Equally, in the complementary test for anxiety-like behavior using the OF, time spent in the center zone did not differ between genotypes, age-groups, and at baseline or after surgery (Figures 4A,B), except for a longer distance traveled by young naive WT mice compared to WT mice after SNI (p < 0.05, Figure 4C). Old naïve B7-H1 ko mice traveled a longer distance and displayed a higher average speed compared to naïve WT mice (p < 0.05 each, Figures 4D,E).

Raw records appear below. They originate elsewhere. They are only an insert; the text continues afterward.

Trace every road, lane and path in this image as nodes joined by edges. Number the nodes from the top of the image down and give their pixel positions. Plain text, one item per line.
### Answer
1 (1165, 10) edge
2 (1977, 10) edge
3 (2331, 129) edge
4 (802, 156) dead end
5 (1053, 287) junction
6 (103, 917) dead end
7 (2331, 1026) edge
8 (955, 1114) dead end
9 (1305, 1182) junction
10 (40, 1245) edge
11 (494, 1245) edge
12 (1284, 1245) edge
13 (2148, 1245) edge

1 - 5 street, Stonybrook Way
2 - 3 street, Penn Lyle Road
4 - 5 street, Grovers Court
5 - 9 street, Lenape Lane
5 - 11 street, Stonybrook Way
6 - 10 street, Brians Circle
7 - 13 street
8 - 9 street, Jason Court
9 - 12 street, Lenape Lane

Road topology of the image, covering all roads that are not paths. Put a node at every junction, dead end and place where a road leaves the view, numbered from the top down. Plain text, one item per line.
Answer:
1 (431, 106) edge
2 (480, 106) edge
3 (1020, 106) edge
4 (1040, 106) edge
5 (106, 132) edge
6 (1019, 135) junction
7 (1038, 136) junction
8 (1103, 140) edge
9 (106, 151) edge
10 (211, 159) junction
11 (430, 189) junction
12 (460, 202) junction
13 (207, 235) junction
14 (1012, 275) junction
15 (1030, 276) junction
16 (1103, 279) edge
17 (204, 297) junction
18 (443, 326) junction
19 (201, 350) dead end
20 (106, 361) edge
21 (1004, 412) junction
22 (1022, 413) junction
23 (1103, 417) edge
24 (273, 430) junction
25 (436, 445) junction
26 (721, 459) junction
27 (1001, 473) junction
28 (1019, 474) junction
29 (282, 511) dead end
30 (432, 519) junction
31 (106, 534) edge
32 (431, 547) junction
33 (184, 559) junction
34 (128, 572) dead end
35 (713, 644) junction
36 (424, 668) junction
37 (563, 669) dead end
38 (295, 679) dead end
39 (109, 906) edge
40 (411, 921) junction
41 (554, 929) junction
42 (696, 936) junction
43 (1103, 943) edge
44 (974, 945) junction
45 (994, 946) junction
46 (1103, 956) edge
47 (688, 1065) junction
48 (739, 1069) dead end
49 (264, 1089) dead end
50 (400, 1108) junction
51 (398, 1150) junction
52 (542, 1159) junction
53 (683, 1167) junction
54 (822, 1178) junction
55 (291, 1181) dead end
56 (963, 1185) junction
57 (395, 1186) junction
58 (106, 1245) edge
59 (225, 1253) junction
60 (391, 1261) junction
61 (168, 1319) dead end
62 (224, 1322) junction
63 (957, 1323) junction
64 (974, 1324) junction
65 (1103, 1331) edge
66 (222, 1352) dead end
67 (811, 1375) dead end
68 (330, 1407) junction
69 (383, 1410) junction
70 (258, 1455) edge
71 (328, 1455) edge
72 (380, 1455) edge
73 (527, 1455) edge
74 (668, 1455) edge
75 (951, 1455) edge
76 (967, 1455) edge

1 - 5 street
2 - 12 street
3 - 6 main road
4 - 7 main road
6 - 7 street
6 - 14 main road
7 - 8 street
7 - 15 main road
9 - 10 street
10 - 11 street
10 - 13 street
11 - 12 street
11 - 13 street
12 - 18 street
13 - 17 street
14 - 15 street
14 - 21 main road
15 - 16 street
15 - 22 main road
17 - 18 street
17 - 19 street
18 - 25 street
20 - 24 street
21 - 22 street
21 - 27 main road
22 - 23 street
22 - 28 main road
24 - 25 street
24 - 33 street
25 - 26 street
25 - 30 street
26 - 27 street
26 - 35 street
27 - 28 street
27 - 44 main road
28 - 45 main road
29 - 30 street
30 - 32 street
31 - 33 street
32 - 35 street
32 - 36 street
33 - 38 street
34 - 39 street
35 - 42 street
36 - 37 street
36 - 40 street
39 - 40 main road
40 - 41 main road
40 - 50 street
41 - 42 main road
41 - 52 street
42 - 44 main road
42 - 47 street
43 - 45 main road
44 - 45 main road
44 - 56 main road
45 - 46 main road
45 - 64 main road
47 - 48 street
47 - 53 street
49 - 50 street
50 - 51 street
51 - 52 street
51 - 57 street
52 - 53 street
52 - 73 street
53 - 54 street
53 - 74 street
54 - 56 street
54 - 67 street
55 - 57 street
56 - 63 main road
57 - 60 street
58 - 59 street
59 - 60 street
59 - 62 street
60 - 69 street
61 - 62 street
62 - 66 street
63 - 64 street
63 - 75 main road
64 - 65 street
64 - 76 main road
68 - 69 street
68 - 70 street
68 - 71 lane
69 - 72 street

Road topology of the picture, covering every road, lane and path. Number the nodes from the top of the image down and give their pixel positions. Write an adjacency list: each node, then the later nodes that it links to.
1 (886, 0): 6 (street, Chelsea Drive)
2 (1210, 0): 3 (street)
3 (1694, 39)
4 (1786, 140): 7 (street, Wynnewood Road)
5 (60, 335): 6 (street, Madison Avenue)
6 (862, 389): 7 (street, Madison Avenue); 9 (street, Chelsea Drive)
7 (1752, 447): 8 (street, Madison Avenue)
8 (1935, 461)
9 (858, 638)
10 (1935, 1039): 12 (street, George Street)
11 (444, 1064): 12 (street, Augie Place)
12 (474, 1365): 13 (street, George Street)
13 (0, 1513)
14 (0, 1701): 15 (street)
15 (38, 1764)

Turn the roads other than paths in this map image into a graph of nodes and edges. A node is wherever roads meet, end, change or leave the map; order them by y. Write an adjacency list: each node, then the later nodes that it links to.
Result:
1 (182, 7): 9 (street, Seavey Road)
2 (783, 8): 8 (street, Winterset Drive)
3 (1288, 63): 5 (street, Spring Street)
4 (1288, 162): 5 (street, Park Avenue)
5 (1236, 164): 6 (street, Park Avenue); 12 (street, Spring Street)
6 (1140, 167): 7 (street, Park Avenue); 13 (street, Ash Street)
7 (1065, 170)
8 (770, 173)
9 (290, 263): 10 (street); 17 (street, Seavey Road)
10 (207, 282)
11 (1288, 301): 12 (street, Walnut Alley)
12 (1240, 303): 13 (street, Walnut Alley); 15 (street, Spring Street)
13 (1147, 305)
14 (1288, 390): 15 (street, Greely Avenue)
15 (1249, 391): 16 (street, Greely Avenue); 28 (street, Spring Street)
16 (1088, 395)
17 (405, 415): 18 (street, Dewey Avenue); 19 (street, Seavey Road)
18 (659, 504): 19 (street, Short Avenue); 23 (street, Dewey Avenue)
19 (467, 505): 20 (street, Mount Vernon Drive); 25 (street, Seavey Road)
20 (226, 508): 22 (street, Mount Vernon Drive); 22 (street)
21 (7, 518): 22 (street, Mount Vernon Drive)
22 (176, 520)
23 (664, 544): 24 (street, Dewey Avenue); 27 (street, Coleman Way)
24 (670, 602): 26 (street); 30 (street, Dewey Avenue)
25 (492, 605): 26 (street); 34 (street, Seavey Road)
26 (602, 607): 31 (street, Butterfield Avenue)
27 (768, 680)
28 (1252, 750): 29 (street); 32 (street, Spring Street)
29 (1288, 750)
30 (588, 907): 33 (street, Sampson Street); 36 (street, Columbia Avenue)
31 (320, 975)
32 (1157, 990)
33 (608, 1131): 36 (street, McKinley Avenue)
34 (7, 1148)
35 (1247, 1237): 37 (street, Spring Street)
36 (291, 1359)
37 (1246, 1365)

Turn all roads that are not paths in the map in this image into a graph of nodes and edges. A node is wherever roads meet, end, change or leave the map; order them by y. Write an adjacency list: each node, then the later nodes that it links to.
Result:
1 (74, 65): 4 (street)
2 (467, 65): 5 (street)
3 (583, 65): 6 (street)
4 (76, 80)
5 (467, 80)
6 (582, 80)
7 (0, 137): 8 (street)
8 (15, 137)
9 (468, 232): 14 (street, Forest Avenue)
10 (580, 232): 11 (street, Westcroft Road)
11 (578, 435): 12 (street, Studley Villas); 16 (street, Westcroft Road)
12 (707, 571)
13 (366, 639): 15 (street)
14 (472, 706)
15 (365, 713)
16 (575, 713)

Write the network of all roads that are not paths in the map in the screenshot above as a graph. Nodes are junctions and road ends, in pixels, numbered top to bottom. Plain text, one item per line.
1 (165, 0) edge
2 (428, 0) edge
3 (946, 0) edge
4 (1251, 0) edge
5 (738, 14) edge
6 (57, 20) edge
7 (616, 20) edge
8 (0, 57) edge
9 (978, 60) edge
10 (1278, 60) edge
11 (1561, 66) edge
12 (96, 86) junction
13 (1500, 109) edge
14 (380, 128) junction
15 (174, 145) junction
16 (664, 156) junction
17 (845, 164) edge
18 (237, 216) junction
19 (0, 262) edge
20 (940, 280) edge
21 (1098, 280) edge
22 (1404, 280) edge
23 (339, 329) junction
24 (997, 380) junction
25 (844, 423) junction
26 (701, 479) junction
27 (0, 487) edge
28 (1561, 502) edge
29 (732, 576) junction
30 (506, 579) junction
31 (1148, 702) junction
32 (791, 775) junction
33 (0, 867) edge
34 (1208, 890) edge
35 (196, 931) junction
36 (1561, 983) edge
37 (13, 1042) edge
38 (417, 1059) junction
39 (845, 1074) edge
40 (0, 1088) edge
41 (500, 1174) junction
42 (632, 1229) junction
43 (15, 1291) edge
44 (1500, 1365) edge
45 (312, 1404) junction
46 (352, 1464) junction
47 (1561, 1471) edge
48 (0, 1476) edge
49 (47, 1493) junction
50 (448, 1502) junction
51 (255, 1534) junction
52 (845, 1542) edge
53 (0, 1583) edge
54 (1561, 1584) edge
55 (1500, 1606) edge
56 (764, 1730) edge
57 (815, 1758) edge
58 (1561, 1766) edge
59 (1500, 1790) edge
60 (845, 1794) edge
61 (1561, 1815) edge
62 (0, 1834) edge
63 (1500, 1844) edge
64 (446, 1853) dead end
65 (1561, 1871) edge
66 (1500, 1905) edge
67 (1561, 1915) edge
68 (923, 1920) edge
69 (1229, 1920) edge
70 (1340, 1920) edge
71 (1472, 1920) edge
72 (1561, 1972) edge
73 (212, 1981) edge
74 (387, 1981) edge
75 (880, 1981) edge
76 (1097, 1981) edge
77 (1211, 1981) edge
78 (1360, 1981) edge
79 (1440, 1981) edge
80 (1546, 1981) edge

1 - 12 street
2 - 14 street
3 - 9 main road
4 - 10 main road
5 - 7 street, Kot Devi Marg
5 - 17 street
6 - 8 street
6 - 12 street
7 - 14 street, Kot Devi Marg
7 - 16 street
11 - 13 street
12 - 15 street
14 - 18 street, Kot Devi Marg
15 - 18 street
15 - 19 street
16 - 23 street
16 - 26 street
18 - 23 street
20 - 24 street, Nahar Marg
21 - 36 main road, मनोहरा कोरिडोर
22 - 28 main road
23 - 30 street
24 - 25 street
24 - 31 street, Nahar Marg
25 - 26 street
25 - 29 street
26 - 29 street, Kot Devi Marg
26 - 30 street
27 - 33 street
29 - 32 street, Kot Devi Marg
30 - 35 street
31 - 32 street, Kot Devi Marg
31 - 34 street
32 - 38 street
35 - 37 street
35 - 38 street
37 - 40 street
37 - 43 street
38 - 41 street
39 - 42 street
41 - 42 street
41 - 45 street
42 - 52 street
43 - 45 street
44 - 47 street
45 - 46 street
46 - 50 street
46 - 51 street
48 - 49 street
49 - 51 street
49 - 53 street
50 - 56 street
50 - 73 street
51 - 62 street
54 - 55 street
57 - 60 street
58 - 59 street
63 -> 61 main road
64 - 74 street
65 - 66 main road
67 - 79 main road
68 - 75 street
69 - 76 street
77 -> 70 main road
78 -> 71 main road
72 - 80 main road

Figure 4. Anxiety-like behavior and locomotor activity in the open field (OF). Bar graphs show the results of the OF test. Male young (8 weeks) and old (12 months) B7-H1 ko and WT were investigated naïve, after sham surgery and after SNI. No difference between genotypes and surgeries was found in the time young (A) and old (B) mice spent in the center zone and in the total distance young B7-H1 ko mice traveled. Only WT mice traveled less after SNI compared to the naïve state (p < 0.05). (C,D) The total distance traveled was longer in old, naïve B7-H1 ko mice compared to WT mice. (E) Old, naive B7-H1 ko mice displayed a higher average speed compared to old, naïve WT mice. B7-H1 ko: young (8 weeks, naïve: 11 males, sham/SNI: 6 males) and old (12 months, 6 males). WT: young (8 weeks, naïve: 11 males, sham/SNI: 6 males) and old (12 months, 6 males /group). *p < 0.05.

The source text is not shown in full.